What the task asks: Search each line below for "view", then return the lines where it appears.

Saved entries:

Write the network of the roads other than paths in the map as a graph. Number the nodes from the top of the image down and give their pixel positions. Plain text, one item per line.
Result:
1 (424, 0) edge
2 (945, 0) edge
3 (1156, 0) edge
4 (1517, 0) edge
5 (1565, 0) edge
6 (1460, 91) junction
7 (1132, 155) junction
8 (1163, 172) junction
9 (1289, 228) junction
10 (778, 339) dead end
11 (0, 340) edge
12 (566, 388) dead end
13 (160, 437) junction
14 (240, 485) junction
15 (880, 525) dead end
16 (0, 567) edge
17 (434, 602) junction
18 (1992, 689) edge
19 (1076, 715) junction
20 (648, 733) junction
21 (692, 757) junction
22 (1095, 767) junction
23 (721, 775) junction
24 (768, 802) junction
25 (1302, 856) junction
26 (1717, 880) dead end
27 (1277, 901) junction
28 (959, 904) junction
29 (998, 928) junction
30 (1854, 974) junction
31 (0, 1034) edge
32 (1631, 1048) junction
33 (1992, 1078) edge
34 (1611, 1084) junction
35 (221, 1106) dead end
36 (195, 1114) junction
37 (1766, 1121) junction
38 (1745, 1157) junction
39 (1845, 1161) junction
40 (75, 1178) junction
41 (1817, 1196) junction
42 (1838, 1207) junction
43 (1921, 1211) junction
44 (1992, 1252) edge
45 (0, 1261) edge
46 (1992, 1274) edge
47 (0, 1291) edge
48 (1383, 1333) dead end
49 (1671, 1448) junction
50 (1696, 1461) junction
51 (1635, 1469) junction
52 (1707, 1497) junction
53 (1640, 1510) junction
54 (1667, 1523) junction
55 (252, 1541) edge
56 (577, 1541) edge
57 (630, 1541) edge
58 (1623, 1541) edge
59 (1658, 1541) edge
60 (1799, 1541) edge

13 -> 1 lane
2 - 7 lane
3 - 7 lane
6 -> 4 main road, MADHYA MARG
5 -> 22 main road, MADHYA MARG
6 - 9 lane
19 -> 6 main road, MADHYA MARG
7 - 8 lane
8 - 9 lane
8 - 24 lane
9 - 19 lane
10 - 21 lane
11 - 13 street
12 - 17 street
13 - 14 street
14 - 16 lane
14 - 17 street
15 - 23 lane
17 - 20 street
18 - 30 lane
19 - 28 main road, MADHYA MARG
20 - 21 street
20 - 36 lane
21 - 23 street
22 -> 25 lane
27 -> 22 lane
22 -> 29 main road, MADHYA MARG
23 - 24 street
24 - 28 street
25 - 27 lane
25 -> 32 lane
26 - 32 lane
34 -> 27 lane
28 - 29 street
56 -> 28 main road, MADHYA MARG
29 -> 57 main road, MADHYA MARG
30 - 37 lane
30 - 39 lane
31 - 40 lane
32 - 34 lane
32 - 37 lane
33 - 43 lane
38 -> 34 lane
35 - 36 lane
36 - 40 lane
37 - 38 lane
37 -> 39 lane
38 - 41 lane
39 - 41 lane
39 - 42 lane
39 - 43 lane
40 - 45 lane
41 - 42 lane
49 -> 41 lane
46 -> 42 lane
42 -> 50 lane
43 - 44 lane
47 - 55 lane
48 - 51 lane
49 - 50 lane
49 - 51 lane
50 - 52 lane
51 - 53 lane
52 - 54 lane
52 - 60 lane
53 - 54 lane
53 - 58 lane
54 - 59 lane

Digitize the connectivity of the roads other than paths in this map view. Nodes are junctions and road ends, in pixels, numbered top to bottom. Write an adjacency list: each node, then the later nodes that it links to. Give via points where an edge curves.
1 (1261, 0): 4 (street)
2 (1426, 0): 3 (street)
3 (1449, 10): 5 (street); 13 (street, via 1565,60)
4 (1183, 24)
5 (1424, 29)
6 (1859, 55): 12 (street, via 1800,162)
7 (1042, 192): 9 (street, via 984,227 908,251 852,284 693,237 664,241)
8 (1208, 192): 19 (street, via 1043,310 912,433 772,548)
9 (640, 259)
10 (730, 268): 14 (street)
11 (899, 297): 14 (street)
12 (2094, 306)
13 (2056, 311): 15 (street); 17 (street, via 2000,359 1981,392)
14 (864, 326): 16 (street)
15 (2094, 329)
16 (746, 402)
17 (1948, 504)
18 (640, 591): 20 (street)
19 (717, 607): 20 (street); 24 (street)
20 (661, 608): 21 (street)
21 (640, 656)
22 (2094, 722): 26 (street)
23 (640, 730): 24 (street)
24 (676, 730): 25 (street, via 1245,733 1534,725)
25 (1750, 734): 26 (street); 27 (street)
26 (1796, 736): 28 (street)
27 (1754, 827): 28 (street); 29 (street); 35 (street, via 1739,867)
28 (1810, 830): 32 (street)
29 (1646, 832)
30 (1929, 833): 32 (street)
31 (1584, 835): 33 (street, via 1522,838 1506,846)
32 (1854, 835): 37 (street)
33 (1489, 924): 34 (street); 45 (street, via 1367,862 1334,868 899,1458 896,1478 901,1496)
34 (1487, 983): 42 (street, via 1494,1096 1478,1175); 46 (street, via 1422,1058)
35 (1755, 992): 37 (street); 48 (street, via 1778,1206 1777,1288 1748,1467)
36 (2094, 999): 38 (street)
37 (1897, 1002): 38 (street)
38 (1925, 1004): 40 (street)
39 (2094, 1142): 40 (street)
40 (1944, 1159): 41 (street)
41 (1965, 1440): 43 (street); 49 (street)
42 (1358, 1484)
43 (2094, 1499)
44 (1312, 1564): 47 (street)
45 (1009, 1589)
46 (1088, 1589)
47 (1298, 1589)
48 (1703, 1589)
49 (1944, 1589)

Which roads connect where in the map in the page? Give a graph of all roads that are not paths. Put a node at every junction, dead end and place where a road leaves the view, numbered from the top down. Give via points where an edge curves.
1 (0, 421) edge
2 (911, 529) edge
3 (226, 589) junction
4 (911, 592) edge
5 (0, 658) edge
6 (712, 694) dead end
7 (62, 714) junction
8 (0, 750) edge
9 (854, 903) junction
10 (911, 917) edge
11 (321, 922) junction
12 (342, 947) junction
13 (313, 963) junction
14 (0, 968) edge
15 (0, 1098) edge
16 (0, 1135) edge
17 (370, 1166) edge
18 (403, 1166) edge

Solution:
Digitize the connectivity of the roads other than paths in this map view. Nodes are junctions and road ends, in pixels, numbered top to bottom. Write an adjacency list: each node, then the later nodes that it links to. Give via points where an edge curves.
Which roads connect where in the map in the page? Give a graph of all roads that are not paths. Put a node at every junction, dead end and place where a road leaves the view, numbered from the top down. Give via points where an edge curves.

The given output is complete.